_Given entries_
----------

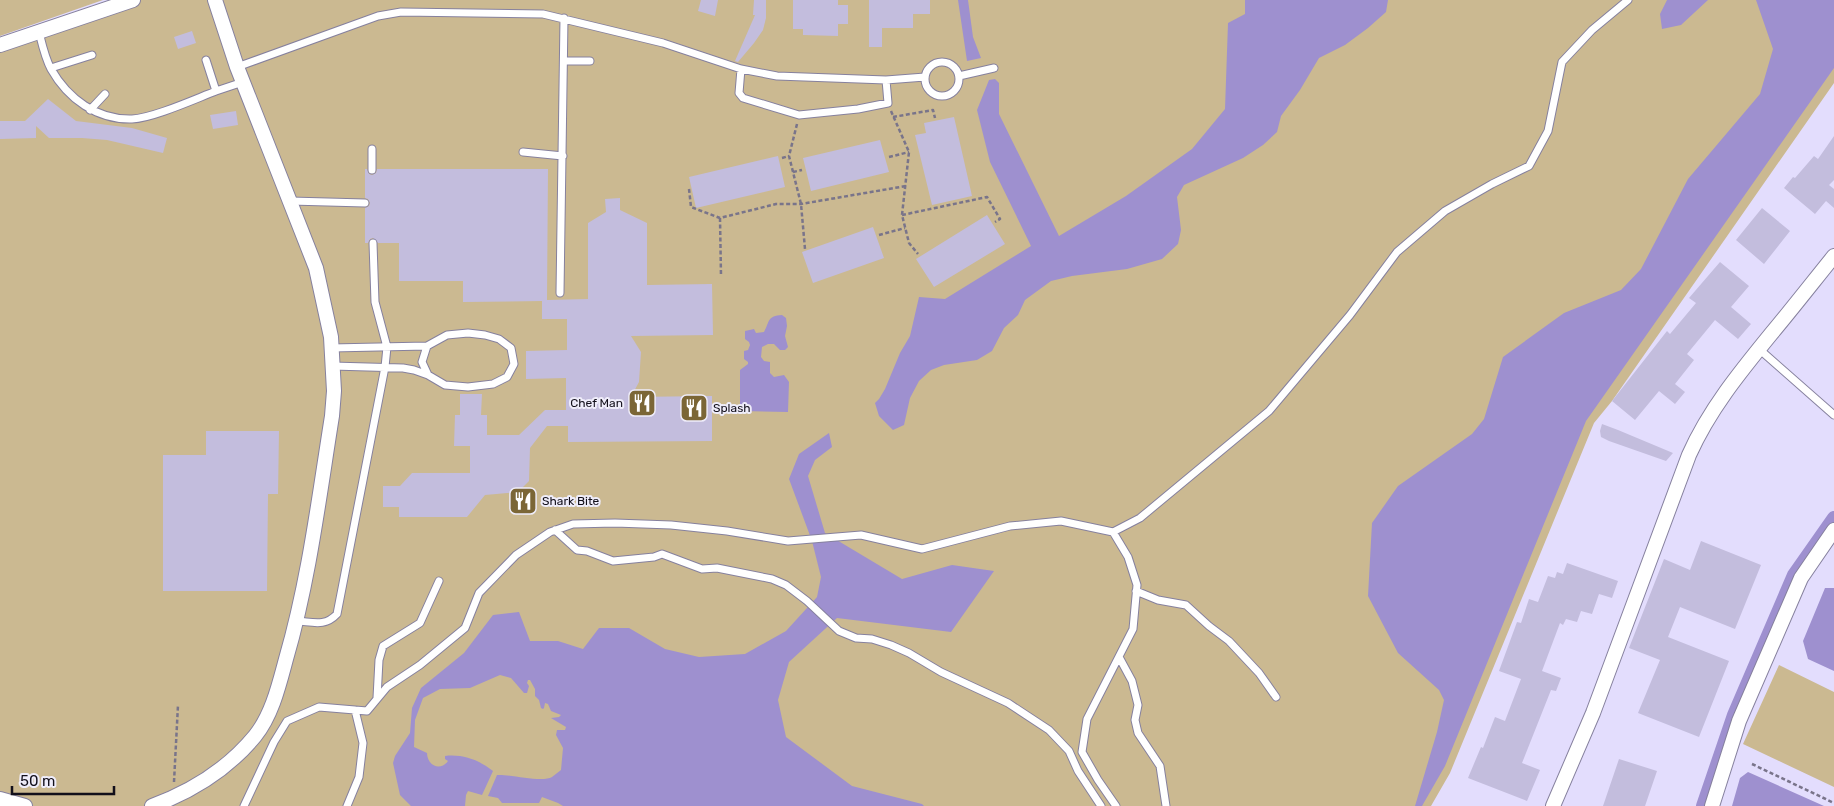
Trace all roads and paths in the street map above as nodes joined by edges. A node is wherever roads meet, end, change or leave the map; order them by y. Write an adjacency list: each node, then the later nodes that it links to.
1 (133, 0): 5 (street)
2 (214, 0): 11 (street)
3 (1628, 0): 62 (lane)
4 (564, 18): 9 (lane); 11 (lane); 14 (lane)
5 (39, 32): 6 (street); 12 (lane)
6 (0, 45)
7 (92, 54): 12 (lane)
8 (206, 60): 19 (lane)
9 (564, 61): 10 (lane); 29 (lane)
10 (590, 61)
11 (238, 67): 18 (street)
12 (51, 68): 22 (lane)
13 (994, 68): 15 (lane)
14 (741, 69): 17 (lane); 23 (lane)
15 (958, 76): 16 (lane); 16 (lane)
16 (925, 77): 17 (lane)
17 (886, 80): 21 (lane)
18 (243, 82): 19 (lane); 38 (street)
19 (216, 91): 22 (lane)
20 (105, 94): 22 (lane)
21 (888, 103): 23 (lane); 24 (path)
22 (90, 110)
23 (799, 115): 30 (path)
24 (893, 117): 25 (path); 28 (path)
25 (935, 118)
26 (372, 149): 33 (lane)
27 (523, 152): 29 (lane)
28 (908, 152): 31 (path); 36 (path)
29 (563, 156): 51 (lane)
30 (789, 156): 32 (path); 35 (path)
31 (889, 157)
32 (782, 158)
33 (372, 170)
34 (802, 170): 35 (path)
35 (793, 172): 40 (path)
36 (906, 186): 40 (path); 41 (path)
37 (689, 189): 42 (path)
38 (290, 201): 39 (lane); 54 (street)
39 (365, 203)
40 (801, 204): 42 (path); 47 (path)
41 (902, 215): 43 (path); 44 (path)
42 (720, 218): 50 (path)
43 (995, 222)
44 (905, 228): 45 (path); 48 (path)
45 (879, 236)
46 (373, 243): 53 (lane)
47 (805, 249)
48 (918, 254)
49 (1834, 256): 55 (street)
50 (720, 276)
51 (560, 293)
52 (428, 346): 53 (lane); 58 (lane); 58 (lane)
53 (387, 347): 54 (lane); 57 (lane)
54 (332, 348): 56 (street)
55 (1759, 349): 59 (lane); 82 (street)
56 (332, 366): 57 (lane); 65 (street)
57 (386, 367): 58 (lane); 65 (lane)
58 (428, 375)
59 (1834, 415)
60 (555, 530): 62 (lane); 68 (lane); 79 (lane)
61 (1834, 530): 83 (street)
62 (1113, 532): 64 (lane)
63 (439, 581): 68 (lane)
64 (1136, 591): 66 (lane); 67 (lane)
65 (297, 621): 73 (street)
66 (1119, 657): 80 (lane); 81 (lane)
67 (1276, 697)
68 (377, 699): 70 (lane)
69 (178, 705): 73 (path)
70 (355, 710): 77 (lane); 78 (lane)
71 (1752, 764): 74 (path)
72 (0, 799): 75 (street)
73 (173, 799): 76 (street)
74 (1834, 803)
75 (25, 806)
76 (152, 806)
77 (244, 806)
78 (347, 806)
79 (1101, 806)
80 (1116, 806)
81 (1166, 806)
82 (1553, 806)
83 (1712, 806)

----------

_Task item_
Reproduce each line above precisely, with no pictures.

_Answer to this task_
Trace all roads and paths in the street map above as nodes joined by edges. A node is wherever roads meet, end, change or leave the map; order them by y. Write an adjacency list: each node, then the later nodes that it links to.
1 (133, 0): 5 (street)
2 (214, 0): 11 (street)
3 (1628, 0): 62 (lane)
4 (564, 18): 9 (lane); 11 (lane); 14 (lane)
5 (39, 32): 6 (street); 12 (lane)
6 (0, 45)
7 (92, 54): 12 (lane)
8 (206, 60): 19 (lane)
9 (564, 61): 10 (lane); 29 (lane)
10 (590, 61)
11 (238, 67): 18 (street)
12 (51, 68): 22 (lane)
13 (994, 68): 15 (lane)
14 (741, 69): 17 (lane); 23 (lane)
15 (958, 76): 16 (lane); 16 (lane)
16 (925, 77): 17 (lane)
17 (886, 80): 21 (lane)
18 (243, 82): 19 (lane); 38 (street)
19 (216, 91): 22 (lane)
20 (105, 94): 22 (lane)
21 (888, 103): 23 (lane); 24 (path)
22 (90, 110)
23 (799, 115): 30 (path)
24 (893, 117): 25 (path); 28 (path)
25 (935, 118)
26 (372, 149): 33 (lane)
27 (523, 152): 29 (lane)
28 (908, 152): 31 (path); 36 (path)
29 (563, 156): 51 (lane)
30 (789, 156): 32 (path); 35 (path)
31 (889, 157)
32 (782, 158)
33 (372, 170)
34 (802, 170): 35 (path)
35 (793, 172): 40 (path)
36 (906, 186): 40 (path); 41 (path)
37 (689, 189): 42 (path)
38 (290, 201): 39 (lane); 54 (street)
39 (365, 203)
40 (801, 204): 42 (path); 47 (path)
41 (902, 215): 43 (path); 44 (path)
42 (720, 218): 50 (path)
43 (995, 222)
44 (905, 228): 45 (path); 48 (path)
45 (879, 236)
46 (373, 243): 53 (lane)
47 (805, 249)
48 (918, 254)
49 (1834, 256): 55 (street)
50 (720, 276)
51 (560, 293)
52 (428, 346): 53 (lane); 58 (lane); 58 (lane)
53 (387, 347): 54 (lane); 57 (lane)
54 (332, 348): 56 (street)
55 (1759, 349): 59 (lane); 82 (street)
56 (332, 366): 57 (lane); 65 (street)
57 (386, 367): 58 (lane); 65 (lane)
58 (428, 375)
59 (1834, 415)
60 (555, 530): 62 (lane); 68 (lane); 79 (lane)
61 (1834, 530): 83 (street)
62 (1113, 532): 64 (lane)
63 (439, 581): 68 (lane)
64 (1136, 591): 66 (lane); 67 (lane)
65 (297, 621): 73 (street)
66 (1119, 657): 80 (lane); 81 (lane)
67 (1276, 697)
68 (377, 699): 70 (lane)
69 (178, 705): 73 (path)
70 (355, 710): 77 (lane); 78 (lane)
71 (1752, 764): 74 (path)
72 (0, 799): 75 (street)
73 (173, 799): 76 (street)
74 (1834, 803)
75 (25, 806)
76 (152, 806)
77 (244, 806)
78 (347, 806)
79 (1101, 806)
80 (1116, 806)
81 (1166, 806)
82 (1553, 806)
83 (1712, 806)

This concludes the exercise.